> _TASK INSTRUCTIONS_:
Check every line of the material for the word "Court". Copy those that have it.

> _RECORDS FOR THE EXERCISE_:
.....
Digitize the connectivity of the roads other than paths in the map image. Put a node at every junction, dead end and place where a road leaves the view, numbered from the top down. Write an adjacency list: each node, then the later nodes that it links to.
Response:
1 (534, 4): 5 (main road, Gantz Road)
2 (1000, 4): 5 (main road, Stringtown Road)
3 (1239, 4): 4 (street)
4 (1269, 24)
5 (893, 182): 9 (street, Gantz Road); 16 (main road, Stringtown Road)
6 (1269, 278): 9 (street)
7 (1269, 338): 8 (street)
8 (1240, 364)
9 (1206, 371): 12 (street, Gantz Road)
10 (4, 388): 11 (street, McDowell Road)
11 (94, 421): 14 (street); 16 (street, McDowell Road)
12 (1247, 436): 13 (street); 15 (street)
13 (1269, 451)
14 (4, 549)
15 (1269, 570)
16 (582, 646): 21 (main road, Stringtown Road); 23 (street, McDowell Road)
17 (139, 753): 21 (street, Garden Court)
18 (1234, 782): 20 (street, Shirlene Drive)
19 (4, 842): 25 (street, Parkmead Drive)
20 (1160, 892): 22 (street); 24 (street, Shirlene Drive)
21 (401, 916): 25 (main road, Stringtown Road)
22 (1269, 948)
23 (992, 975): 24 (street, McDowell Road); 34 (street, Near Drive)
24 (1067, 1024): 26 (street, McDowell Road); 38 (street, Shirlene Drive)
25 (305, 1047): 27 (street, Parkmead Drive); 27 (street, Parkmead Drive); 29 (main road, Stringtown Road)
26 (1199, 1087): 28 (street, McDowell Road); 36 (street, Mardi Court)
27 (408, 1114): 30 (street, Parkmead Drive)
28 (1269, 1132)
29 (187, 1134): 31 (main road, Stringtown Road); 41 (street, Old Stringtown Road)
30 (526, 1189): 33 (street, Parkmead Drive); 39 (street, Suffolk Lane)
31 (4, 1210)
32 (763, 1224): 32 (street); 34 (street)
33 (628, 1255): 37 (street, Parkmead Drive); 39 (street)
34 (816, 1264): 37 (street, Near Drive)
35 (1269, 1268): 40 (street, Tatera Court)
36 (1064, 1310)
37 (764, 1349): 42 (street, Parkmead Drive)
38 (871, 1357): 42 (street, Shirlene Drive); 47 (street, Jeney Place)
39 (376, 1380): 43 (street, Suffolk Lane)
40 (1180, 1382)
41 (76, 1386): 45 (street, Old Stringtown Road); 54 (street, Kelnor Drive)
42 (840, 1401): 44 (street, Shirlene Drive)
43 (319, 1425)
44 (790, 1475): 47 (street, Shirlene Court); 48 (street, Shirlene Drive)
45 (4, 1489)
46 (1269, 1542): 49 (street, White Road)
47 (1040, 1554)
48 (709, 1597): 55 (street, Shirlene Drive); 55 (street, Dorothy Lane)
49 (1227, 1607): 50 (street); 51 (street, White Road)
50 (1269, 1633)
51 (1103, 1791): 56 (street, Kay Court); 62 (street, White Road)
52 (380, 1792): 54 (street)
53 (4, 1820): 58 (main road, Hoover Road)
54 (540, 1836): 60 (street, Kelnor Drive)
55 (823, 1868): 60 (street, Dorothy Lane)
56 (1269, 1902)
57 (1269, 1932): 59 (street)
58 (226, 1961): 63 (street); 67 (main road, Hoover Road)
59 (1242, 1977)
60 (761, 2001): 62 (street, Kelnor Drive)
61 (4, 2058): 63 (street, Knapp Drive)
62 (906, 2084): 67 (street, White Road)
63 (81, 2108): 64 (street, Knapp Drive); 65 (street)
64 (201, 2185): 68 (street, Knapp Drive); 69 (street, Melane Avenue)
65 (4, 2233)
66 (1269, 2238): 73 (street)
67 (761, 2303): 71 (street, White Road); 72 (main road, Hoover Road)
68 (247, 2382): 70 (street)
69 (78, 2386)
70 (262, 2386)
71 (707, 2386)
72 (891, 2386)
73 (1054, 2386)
.....
> _YOUR SOLUTION_:
17 (139, 753): 21 (street, Garden Court)
26 (1199, 1087): 28 (street, McDowell Road); 36 (street, Mardi Court)
35 (1269, 1268): 40 (street, Tatera Court)
44 (790, 1475): 47 (street, Shirlene Court); 48 (street, Shirlene Drive)
51 (1103, 1791): 56 (street, Kay Court); 62 (street, White Road)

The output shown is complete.